The action of taking legal possession of something. For example, a judge can sequester a jury, i.e., hold it in isolation in a hotel, until a trial is over. In the case of the federal budget, Congress passed legislation in 2011 that ordered the Treasury to, in effect, sequester the budget authority that would allow the government to spend $109 billion on defense and domestic programs in 2013. This sequestration process is scheduled to continue each year until the Treasury has saved about $1.2 trillion to help hold down the national debt. Lawmakers had hoped that by setting up these broad, automatic spending cuts, they would motivate themselves to find more carefully considered trims. But Congress has not passed a deficit-reduction package, or passed legislation to end sequestration. So the deadline is drawing closer as the year winds down.

Revenue \ rev'-ə-nu \

A government's annual income. Most revenue comes from taxes, but some comes from fees and other sources such as sales of assets. To balance the budget, government must either increase its streams of revenue and/or cut spending. Many Democrats say they are willing to pass certain spending cuts, especially for military spending. But Republicans have opposed any tax rate increases. After the election, however, House Speaker John Boehner, R-Ohio, said Republicans are now "willing to accept new revenue under the right conditions ... a simpler, cleaner, fairer tax code, with fewer loopholes and lower rates for all."

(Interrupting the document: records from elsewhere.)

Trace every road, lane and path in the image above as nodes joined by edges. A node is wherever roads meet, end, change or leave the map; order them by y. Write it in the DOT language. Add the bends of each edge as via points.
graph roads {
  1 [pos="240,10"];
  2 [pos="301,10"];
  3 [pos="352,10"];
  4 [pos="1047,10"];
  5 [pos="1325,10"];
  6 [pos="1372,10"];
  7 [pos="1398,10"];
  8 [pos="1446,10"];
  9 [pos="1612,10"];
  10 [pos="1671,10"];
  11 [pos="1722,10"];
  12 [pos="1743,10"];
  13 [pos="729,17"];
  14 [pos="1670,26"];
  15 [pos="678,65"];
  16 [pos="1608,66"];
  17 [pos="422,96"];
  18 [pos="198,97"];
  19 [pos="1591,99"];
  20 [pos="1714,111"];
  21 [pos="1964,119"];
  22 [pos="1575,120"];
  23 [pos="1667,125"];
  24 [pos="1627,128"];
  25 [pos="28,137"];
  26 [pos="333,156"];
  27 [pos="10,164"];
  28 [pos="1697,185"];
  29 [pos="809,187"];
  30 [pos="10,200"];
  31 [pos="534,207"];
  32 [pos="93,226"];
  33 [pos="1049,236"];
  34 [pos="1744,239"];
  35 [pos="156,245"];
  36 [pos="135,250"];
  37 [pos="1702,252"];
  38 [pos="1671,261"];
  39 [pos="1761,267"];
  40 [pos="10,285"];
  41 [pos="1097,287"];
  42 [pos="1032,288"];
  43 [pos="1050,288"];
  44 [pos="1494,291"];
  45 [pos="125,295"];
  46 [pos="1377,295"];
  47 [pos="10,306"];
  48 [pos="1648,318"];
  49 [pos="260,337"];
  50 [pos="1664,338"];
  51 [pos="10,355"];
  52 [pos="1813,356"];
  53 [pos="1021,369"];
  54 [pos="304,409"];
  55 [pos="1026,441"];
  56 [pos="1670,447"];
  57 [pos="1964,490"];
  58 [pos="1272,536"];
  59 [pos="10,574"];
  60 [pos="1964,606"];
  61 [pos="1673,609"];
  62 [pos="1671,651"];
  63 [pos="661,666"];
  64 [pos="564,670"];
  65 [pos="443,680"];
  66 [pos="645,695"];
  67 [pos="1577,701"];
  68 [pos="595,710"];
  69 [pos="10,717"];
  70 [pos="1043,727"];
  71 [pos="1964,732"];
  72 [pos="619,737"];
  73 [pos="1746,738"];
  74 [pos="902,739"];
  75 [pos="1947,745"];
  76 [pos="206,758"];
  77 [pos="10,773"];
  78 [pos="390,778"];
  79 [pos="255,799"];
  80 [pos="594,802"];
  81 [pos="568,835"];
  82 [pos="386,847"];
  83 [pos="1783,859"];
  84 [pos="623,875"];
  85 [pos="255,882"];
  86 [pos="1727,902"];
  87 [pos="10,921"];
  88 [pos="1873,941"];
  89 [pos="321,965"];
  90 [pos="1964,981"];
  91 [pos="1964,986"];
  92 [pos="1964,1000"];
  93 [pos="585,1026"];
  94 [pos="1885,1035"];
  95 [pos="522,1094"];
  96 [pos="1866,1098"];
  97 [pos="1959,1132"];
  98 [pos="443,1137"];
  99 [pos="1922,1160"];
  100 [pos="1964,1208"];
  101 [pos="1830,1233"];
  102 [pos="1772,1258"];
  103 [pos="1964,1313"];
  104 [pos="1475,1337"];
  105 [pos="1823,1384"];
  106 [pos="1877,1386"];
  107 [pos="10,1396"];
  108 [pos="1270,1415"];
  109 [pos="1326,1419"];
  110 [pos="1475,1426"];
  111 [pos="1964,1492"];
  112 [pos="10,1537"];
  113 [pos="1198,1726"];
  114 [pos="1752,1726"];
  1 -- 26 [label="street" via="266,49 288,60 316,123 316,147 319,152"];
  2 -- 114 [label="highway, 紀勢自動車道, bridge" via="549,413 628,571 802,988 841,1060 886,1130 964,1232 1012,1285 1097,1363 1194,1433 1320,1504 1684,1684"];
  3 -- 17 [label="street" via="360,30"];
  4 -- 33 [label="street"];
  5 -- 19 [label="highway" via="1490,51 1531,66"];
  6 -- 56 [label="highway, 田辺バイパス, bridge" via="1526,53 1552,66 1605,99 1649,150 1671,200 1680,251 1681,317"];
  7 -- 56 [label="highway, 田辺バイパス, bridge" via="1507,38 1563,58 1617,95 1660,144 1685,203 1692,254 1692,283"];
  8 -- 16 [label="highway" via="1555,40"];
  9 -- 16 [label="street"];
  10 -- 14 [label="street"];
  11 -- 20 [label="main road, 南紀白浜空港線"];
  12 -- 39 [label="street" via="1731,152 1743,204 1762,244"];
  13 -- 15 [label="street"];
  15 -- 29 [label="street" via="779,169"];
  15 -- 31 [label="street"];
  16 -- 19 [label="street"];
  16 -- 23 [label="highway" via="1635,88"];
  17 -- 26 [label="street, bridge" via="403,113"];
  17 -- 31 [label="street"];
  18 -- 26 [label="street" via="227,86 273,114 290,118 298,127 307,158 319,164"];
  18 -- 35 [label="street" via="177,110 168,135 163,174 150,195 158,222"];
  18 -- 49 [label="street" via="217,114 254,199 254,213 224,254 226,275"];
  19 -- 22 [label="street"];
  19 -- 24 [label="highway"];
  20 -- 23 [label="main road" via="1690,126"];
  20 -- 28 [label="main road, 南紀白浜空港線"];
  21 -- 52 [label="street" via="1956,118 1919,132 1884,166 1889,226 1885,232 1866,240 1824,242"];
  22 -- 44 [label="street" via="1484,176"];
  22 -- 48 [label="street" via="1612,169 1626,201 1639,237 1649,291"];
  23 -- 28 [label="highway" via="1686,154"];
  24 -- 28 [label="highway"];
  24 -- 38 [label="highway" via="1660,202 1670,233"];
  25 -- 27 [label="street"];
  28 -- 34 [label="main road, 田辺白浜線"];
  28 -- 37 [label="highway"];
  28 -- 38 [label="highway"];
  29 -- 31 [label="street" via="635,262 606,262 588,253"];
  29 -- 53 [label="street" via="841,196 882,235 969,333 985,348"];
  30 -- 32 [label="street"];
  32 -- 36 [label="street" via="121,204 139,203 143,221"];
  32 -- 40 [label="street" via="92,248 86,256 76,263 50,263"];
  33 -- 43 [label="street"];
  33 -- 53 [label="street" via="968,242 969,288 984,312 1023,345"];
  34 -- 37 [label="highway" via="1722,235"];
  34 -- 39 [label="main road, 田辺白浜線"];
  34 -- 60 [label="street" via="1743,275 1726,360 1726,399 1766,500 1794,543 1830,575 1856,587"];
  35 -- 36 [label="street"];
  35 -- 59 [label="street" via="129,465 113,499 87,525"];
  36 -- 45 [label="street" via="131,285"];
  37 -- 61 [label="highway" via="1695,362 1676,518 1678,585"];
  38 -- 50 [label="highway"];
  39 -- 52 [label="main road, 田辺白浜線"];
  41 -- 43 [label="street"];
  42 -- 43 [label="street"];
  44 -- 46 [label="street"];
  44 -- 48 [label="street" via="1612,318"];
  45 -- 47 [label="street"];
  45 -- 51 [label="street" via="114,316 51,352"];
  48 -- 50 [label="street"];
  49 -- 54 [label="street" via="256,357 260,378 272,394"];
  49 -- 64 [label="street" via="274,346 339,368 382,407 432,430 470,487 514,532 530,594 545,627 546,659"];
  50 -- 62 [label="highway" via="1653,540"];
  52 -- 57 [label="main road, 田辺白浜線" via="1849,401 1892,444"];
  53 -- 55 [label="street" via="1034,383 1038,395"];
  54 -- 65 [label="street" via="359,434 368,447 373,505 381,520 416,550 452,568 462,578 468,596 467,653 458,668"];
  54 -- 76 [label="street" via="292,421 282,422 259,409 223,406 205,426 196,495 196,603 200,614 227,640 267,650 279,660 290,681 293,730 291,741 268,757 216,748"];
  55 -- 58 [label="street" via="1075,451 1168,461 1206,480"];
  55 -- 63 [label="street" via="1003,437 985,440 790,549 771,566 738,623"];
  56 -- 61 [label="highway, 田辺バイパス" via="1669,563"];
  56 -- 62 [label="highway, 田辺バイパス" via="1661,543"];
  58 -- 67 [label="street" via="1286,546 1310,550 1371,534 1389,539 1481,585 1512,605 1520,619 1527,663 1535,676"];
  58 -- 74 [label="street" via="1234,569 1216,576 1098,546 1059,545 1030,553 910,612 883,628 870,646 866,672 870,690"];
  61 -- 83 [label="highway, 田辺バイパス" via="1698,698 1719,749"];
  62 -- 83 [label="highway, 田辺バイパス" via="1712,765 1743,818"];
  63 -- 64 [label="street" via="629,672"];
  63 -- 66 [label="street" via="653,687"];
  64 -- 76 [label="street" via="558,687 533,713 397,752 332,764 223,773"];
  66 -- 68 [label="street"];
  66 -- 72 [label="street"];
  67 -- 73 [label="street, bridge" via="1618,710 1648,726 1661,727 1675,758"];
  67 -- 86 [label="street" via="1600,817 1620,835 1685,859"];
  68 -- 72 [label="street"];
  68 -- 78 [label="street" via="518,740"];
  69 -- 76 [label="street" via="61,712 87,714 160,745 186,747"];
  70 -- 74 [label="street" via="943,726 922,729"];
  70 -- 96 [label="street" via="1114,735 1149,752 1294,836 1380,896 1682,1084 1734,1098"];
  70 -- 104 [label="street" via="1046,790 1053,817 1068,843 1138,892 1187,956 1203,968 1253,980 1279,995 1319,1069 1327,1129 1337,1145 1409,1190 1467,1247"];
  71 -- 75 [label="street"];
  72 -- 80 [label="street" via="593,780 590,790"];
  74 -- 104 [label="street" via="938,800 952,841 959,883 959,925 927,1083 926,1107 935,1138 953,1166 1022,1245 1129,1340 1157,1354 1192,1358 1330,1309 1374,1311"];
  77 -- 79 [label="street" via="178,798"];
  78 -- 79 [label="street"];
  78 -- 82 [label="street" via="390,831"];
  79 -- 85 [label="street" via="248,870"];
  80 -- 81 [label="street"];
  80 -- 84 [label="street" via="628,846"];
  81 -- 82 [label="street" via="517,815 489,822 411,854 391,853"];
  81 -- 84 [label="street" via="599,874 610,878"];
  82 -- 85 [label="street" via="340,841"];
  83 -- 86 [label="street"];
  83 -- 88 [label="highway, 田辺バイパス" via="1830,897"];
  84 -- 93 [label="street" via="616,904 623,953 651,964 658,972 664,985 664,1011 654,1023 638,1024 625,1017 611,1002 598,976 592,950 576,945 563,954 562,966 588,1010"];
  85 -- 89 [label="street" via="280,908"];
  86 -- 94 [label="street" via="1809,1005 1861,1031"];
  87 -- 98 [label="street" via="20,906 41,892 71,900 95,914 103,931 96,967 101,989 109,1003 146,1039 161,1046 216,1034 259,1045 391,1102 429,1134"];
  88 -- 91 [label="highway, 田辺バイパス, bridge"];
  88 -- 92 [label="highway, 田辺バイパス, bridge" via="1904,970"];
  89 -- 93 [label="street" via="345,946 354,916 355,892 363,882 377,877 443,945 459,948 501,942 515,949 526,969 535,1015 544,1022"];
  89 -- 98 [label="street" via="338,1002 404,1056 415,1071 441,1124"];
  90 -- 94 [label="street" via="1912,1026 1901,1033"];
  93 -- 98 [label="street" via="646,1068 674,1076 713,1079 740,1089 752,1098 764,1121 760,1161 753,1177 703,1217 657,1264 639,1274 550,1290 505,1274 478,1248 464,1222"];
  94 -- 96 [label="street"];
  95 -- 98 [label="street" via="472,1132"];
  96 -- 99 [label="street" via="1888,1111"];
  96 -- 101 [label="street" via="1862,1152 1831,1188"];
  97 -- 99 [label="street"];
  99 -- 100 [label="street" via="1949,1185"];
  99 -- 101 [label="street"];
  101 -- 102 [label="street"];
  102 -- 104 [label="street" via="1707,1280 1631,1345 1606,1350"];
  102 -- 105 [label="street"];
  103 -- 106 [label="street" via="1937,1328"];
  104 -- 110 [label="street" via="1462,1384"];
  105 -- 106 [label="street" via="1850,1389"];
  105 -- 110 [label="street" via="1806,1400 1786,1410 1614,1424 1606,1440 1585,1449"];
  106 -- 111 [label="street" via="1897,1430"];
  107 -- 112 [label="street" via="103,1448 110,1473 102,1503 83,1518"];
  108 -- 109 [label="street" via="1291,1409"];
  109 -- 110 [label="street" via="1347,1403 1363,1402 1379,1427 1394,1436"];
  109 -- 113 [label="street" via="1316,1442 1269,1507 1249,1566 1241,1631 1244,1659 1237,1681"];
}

National debt \ nash'-ə-nəl det \

The national debt is the total of all the financial obligations the federal government failed to pay off in the past. Each year, the government takes in revenue and then pays its bills. Those bills include the repayment of money borrowed from bondholders, salaries of federal workers, payments to contractors, and so on. Ideally, the revenue coming in to the Treasury should be the same, or even greater, than the amount being paid out. But that balance rarely happens. Far more often, the government spends more than it makes, so it has to borrow yet more money to get through the year. That creates an annual budget deficit. Those deficits pile up year after year, and collectively, they add up to the national debt, which is about $16 trillion now.